Describe the response to George Floyd’s murder

Even young children understand the concept of fairness. When children ask about the images of protesters, rioters and looters, start with explaining that in the United States, we have a right to freedom of speech and these people are expressing their fear and sadness in support of black people who are systematically treated unfairly. Explain that the news reports indicate the crowds are comprised of people who feel passionately about racial injustice and those who are present to take advantage of the situation by destruction of property and taking items from stores when the windows and doors are broken.

Be honest

If you are uncertain about what your child knows about George Floyd, take the opportunity to engage them in conversation. Explain that he was an African-American man murdered while in police custody. Children may ask how or why his death happened.
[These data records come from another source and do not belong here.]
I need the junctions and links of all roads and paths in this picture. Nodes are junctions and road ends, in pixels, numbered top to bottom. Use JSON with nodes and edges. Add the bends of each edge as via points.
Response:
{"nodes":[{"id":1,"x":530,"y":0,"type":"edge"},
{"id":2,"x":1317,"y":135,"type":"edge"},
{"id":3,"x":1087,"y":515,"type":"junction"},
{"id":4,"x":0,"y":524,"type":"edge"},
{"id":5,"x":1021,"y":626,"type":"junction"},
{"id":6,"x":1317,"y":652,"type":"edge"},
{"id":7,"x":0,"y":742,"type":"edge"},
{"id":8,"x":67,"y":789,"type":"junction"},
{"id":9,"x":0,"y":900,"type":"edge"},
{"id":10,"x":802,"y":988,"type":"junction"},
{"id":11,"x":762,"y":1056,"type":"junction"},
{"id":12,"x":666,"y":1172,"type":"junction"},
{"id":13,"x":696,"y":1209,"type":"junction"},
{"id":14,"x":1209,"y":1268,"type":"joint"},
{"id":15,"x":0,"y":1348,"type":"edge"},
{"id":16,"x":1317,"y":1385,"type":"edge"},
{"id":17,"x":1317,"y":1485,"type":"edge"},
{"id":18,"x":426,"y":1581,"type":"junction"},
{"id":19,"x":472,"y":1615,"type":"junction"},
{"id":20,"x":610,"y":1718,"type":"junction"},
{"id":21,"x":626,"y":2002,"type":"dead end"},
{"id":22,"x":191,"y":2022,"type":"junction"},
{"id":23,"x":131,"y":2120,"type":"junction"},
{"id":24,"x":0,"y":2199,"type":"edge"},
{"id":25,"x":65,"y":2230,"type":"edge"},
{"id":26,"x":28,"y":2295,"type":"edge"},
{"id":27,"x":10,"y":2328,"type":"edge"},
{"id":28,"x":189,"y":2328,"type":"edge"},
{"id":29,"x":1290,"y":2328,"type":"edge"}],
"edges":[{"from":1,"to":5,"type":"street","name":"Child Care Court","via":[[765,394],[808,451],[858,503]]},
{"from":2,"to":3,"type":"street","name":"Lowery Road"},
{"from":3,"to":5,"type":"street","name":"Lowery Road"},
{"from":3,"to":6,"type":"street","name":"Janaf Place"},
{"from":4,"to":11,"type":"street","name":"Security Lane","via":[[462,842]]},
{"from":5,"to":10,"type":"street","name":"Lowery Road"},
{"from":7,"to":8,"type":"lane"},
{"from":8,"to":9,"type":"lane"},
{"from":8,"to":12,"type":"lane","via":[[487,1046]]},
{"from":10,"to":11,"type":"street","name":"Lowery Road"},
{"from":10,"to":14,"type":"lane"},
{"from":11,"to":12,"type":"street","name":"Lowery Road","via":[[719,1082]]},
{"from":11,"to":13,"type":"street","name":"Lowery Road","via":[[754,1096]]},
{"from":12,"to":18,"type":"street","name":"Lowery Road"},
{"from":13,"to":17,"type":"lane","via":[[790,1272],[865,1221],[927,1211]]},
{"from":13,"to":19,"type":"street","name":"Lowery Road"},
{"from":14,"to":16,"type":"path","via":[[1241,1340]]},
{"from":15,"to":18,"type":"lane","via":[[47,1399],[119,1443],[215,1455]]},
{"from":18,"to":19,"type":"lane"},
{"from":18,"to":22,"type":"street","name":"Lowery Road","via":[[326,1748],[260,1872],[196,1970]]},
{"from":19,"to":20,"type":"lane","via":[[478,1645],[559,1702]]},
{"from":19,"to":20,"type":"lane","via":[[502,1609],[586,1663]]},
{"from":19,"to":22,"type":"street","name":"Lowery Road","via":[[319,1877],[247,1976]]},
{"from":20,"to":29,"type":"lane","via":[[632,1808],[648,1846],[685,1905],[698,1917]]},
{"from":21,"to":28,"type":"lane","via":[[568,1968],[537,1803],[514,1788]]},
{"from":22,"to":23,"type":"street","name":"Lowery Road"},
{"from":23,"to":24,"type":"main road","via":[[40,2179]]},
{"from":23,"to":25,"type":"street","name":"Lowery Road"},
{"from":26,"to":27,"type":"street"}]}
If asked for more details, explain that his death occurred when the police officers put pressure on his neck and restrained his body. Acknowledge that watching the images of his murder can elicit an emotional response of fear, sadness and anger. And, note that these feelings can linger. When older children ask, explain that these types of murders happen more often to black males and that people know this is unfair and want things to change. 

Talk about it – even with young children

Children are never too young to begin difficult conversations, whether that’s about race, skin color, body development, etc. It is to a parent’s advantage to begin practicing these difficult conversations before a child can even speak by using resources such as books and television shows. Parents should acknowledge that these conversations may be difficult because they bring up different feelings, and it is easy to stop talking in an effort to avoid these feelings.  Model for your child that although something is difficult to talk about, it is important, necessary and there are resources to help.   

Start a family book club

This summer, make it a point to obtain resources that will help with the conversation about racial tension in America. Make a list with your family of books you will each read and discuss. Below is a list of suggestions:

Additionally, viewing documentaries with middle and high school students can expand their knowledge and understanding of the complex history of race, racism and social injustice in the United States. Parents may consider co-viewing documentaries such as 13th (directed by Ava Duvernay; Netflix, 2016), Central Park Five (directed by Ken Burns; Prime Video, 2013) and Eyes on the Prize I and II (Blackside Productions; PBS, 1987).

Earlier this week, George Floyd was laid to rest in his hometown of Houston – our shared hometown. We have an obligation to talk about, champion and celebrate George Floyd for his life and the movement that was ignited by his death.

If you have difficulty finding the words to begin the conversation about George Floyd’s murder, begin by thinking of the type of person you want your child to become. Is that someone who is open-minded and fair? Someone who is friendly and thoughtful? Someone who is not afraid to participate in difficult conversations? Work toward developing him or her into this person by engaging him or her in a discussion about George Floyd’s murder. Understanding will not happen overnight, but it is easily one of the most important lessons you will teach as a parent.